During the study period, 79 sPICCS were processed. The number of colonized catheters was 24 (30.4%), with TM detected 15/24 and with RPS 21/24 (p=0.146). The microorganisms isolated in colonized catheters were 18 Gram positive, 4 Gram-negative and 7 yeast, 5 of them M. furfur. BRC was diagnosed in 11 patients (13.9%), in 6 of them the diagnosis was made only with RPS (p=0.031). Isolated microorganisms are shown in Table 1, in which the CFUs are expressed as: negative, >15 when the CFUs are between 15–100 and >100.

Table 1.

Isolated microorganisms using MT and RPS.

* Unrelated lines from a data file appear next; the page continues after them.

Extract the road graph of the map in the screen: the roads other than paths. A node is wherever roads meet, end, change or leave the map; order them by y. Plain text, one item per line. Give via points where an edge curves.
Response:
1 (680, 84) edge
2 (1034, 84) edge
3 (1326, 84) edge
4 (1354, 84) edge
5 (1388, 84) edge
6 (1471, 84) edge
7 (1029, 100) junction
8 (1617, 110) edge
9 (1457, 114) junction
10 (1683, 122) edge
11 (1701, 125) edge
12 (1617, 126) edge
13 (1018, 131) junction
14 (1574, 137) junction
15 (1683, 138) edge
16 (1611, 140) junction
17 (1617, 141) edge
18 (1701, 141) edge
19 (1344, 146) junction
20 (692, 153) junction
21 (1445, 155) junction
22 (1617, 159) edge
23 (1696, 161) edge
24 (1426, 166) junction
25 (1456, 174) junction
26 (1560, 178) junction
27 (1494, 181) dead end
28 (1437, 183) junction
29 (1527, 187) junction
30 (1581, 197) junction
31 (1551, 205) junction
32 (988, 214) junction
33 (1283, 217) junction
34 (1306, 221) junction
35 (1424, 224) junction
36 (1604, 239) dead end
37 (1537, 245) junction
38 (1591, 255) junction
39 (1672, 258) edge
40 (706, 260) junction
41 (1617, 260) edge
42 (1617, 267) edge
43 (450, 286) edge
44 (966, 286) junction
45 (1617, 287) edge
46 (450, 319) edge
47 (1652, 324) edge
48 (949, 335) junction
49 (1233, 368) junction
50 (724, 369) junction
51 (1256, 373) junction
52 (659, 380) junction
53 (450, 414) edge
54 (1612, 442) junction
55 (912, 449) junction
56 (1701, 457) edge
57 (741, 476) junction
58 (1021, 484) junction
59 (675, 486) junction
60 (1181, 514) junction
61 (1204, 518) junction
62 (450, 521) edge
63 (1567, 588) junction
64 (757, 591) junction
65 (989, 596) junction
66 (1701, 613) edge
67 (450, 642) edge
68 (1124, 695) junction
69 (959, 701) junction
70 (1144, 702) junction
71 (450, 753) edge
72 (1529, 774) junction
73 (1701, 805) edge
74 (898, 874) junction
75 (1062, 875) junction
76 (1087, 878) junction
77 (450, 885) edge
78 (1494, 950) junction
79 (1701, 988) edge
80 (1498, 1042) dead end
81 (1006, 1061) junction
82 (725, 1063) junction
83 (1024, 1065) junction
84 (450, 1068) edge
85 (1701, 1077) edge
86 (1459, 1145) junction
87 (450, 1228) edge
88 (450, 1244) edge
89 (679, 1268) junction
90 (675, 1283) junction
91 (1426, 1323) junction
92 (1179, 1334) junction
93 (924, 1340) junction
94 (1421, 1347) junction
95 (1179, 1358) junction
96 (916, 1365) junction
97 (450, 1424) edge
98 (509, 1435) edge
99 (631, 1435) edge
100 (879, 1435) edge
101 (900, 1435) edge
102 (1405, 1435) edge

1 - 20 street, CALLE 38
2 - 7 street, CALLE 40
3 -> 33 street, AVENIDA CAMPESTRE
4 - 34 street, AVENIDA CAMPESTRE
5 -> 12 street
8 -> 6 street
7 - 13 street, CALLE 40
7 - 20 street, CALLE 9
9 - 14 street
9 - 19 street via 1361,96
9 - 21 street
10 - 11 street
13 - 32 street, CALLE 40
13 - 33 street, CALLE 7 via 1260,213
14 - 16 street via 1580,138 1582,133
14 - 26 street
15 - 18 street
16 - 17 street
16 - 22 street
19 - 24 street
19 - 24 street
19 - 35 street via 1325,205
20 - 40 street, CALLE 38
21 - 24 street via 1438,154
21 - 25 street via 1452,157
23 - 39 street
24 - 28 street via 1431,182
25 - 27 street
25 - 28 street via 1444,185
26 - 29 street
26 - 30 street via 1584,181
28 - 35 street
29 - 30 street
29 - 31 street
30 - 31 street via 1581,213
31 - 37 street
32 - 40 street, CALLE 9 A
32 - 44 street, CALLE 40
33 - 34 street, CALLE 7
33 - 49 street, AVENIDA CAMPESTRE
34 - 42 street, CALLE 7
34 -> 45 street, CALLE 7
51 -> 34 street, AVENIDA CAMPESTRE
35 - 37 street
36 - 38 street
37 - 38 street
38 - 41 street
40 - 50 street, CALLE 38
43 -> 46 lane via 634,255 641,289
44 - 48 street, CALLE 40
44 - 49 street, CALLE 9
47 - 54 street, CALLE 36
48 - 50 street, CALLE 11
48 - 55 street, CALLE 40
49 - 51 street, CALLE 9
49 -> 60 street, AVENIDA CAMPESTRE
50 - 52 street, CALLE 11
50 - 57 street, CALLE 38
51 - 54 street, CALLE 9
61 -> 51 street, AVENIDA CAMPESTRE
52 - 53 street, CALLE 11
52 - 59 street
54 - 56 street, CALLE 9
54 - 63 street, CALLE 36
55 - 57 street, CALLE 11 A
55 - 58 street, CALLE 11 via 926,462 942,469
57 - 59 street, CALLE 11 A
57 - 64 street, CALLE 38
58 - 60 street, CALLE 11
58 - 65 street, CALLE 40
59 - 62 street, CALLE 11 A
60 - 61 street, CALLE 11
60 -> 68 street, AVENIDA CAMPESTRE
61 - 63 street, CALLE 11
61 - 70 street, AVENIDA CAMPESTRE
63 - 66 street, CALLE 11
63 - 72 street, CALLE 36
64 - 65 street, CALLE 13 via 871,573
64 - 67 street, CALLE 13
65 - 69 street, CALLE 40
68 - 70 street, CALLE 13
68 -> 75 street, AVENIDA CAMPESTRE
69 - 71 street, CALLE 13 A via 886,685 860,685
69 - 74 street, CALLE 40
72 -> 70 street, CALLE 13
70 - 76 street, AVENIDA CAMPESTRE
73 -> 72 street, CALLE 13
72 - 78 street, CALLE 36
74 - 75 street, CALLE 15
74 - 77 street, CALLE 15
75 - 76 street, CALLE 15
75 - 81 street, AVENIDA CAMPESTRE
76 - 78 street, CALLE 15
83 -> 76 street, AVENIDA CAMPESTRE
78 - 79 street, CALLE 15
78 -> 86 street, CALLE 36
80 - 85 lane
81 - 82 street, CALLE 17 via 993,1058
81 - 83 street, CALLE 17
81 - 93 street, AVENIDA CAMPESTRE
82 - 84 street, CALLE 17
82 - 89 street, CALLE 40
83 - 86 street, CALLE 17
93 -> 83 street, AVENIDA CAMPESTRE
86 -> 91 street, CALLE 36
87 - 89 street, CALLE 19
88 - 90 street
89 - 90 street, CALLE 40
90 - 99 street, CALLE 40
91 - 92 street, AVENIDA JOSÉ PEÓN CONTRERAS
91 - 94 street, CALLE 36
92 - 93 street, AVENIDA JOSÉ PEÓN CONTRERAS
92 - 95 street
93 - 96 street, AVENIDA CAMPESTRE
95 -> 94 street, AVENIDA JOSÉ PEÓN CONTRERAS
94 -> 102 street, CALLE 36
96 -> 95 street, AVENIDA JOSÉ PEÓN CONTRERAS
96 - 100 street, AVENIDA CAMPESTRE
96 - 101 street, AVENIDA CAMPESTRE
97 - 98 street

  Maki's roll-plate technique  CFU  Roll-plate after slicing  CFU  CRBSI 
S. epidermidis  >100  S. epidermidis  >100  Yes 
S. epidermidis+S. haemolyticus  >15/>100  S.epidermidis+S. haemolyticus  >15/>100  Yes 
Negative    S. epidermidis  >15  Yes 
Negative    S. epidermidis  >100  Yes 
S. epidermidis  <15  S. epidermidis  >15  Yes 
S. haemolyticus  15  S. haemolyticus  >15  Yes 
Negative    S. aureus  15  Yes 
E. faecalis  <15  E. faecalis  >100  Yes 
E. cloacae complex  >15  E. cloacae complex  >100  Yes 
10  E. cloacae complex+K. oxytoca  <15/<15  E. cloacae complex+K. oxytoca  >100/>15  Yes 
11  C. lusitaniae+C. lypolitica  >100/>15  C. lusitaniae+C. lypolitica  >100/>15  Yes 
12  S. epidermidis  >15  Negative    No 
13  S. haemolyticus  >15  Negative    No 
14  S. epidermidis  >15  S. epidermidis  <15  No 
15  Negative    S. hominis  >15  No 
16  S. epidermidis  >15  S. epidermidis  >15  No 
17  S. epidermidis  >100  S. epidermidis  >15  No 
18  S. epidermidis  >15  S. epidermidis  >15  No 
19  S. epidermidis  >100  S. epidermidis  >100  No 
20  Negative    M. furfur+S. marcescens  >100/<15  No 
21  Negative    M. furfur  >100  No 
22  M. furfur  >15  M. furfur  >100  No 
23  M. furfur  >100  M. furfur  >100  No 
24  S. epidermidis  >15  S. epidermidis+M. furfur  >100/>15  No 

In our hospital, CRBSI is an important cause of nosocomial infection. For the diagnosis of colonization and CRBSI, RPS presented significantly higher returns than MT, so the data suggests that the diagnosis of CRBSI would be improved with this new technique being interesting to use RPS routinely. Currently, in our laboratory the two techniques are being carried out in parallel to increase the sample size and obtain stronger conclusions (Fig. 1).

Fig. 1.

On the left, a catheter seeded by MT with <15 CFU of E. cloacae complex and K. oxytoca. On the right, RPS with significant count of E. cloacae complex (>15 CFU) and K. oxytoca (>100 UFC).

(0.09MB).
Conflict of interest

The authors have no conflict of interest or source of funding.